SnapLogic's CEO told us why he's delaying his long-awaited IPO
The last time we talked to SnapLogic CEO Gaurav Dhillon , in November 2017, he was bullishly talking up his company as an imminent candidate for an IPO.
Backed by $136 million in investment from the likes of Andreessen Horowitz, Vitruvian Partners and Capital One, the enterprise cloud-software-integration platform is likely worth more than $1 billion.
This year, however, Dhillon has changed his mind. There will be no IPO anytime soon. "Like a lot of other SAAS [software as a service] companies, we're just staying private longer," Dhillon says.
Broadly, there are two reasons why SnapLogic won't debut on the New York Stock Exchange anytime soon:
- "You can't do it wrong," he says. That's a reference to a series of tech companies that have gone public only to run into trouble and see their share prices collapse. His priority is building the business.
- There are now efficient secondary markets for privately traded equity, so investors and employees can still sell their stock for cash if need be, reducing the pressure to go public.
"I've seen horrible things happen to companies that went out too quickly"
"The thing is, you can't do it wrong. You really don't want to do a poor job of that. It would be memorable. I'd rather be reminded that our IPO is conspicuous by its absence than do it wrong. You don't get to do it twice," he says.
"It's like landing a fighter on an aircraft carrier — if you snag one of those wires, you ditch. And I've seen horrible things happen to companies that went out too quickly. I think maybe because of all the money being raised now people are more nervous about doing it right."There is no shortage of tech companies who have gone public only without huge success. Mobile ad company Millennial Media was worth nearly $2 billion
when it went public, and its stock to rose to $25. A few years later, it was acquired by AOL for a 90% discount, saving it from the indignity of becoming a penny stock.
Rocket Fuel, another adtech company, suffered a similar fate . Twitter struggled for years to not look like a public stock basket case. And Snap, the social media parent of Snapchat, is now worth roughly only one-fifth of its IPO price.
In the meantime, Dhillon is building his 300-employee business, based in San Mateo, California.
"Building up a subscription trajectory takes longer, to be an IPO-sized company. You're building subscriptions, you're building very sticky customers who stay with you for a very long time. Building up subscription revenue takes longer, and costs more money, than selling perpetual software does. That's the short, short version of it," he says. (He declines to describe the company's revenues.)

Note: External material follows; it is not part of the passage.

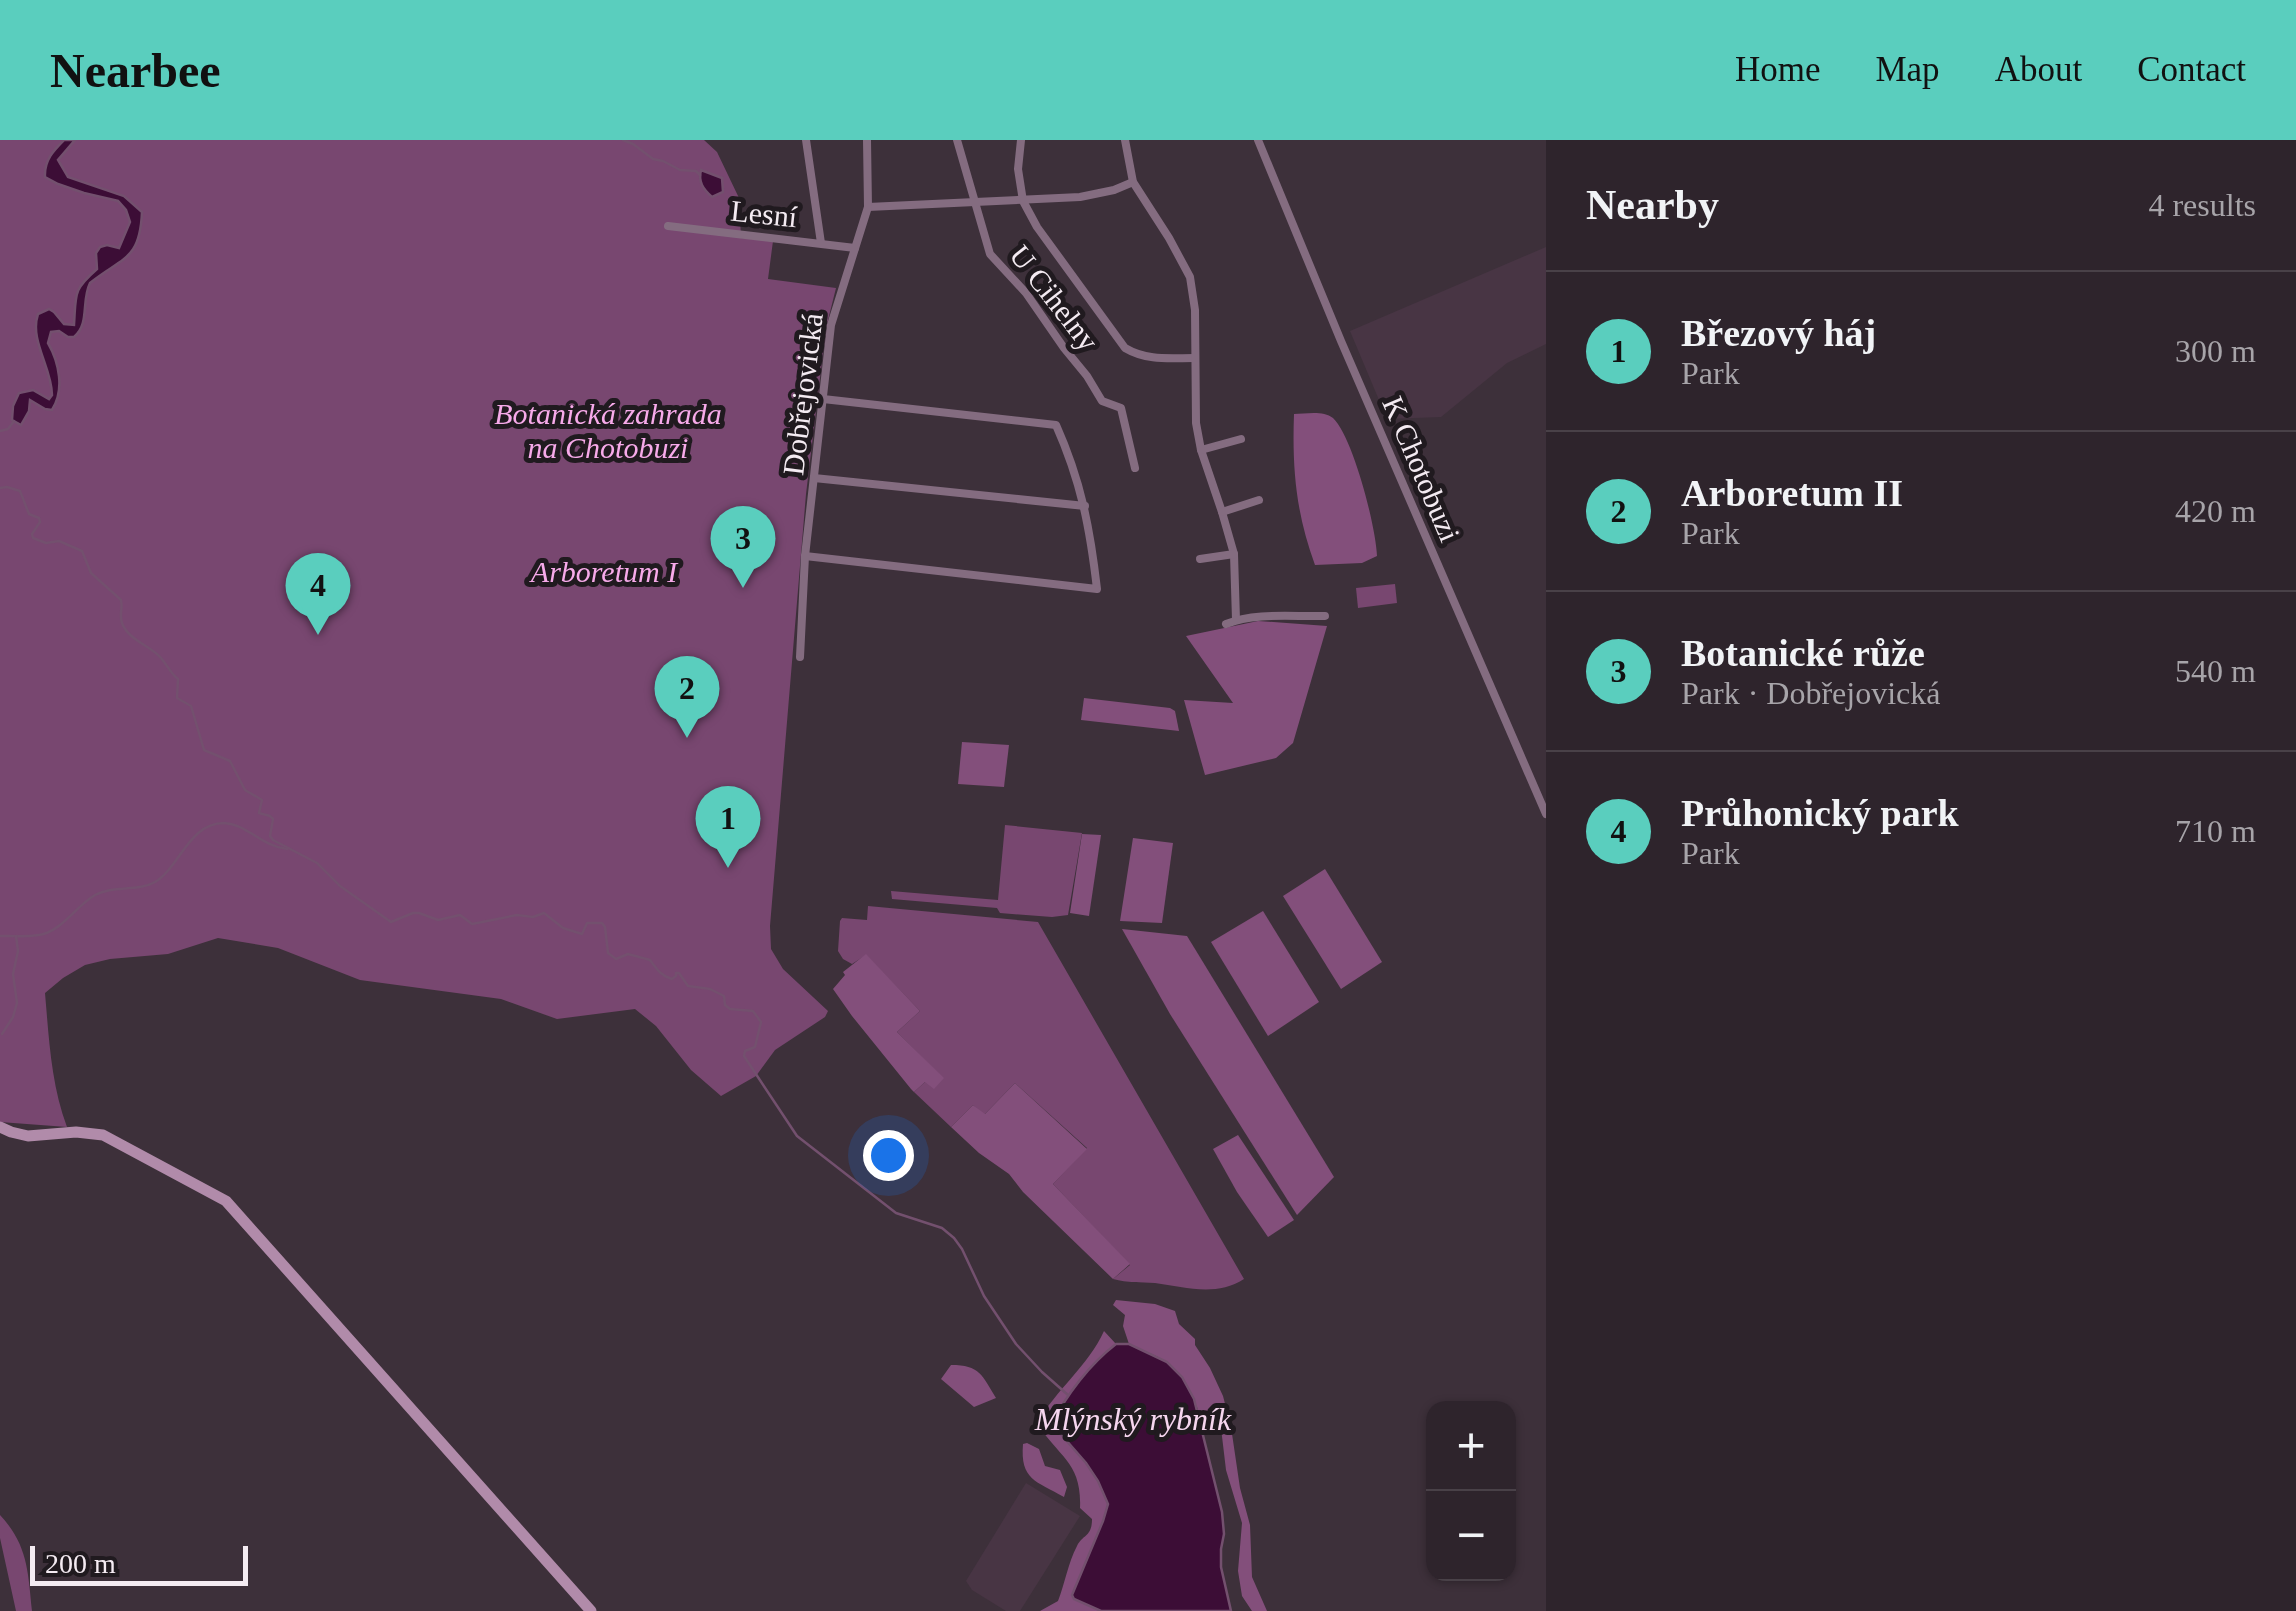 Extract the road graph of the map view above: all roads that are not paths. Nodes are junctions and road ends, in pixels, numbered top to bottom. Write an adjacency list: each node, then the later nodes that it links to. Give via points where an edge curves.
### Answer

How are investors supposed to get their money back if SnapLogic doesn't go public?
The obvious question is, how are investors supposed to get their money back if SnapLogic doesn't go public?
"There are efficient secondary markets now that didn't used to exist," Dhillon says, referring to the ability of equity owners to sell their stocks privately in the "secondary" market without filing with the SEC or the London Stock Exchange. It's a process that is little discussed outside of Silicon Valley. But three sources told Business Insider recently that the volume of stock traded privately is increasing all the time.
The trend means that some "new" investments in tech companies aren't actually adding new money to companies' coffers. They're simply buying existing shares for a new price. "Private equity firms are dealing — or late-stage growth firms — will sometimes consolidate their portfolio in subsequent rounds where some of the new round coming in is taking away secondary shares, and that's happening a lot more than people let on," Dhillon says.
It's "just because of this exhaustion problem. You raise money out of a fund, and the fund is seven, eight years into it, the capital is a bit tired, so when the subsequent rounds of capital come in they're larger because in some cases they take over some of the primary shares," he says. He was not referring specifically to SnapLogic.
"I feel like I have some room to manoeuvre"
This type of investment "didn't used to exist" a few years ago, he says. But it is growing, he believes. Dhillon says he has seen secondary market valuations of 10 or 15 times revenue, and multiples on the face value of the shares of six or seven times.
So, Dhillon isn't too bothered about not going public yet. "I was on a panel [at the Web Summit tech conference in Lisbon] with SurveyMonkey, a 19-year-old company that just went public. I haven't even been here 10 years. I feel like I have some room to manoeuvre."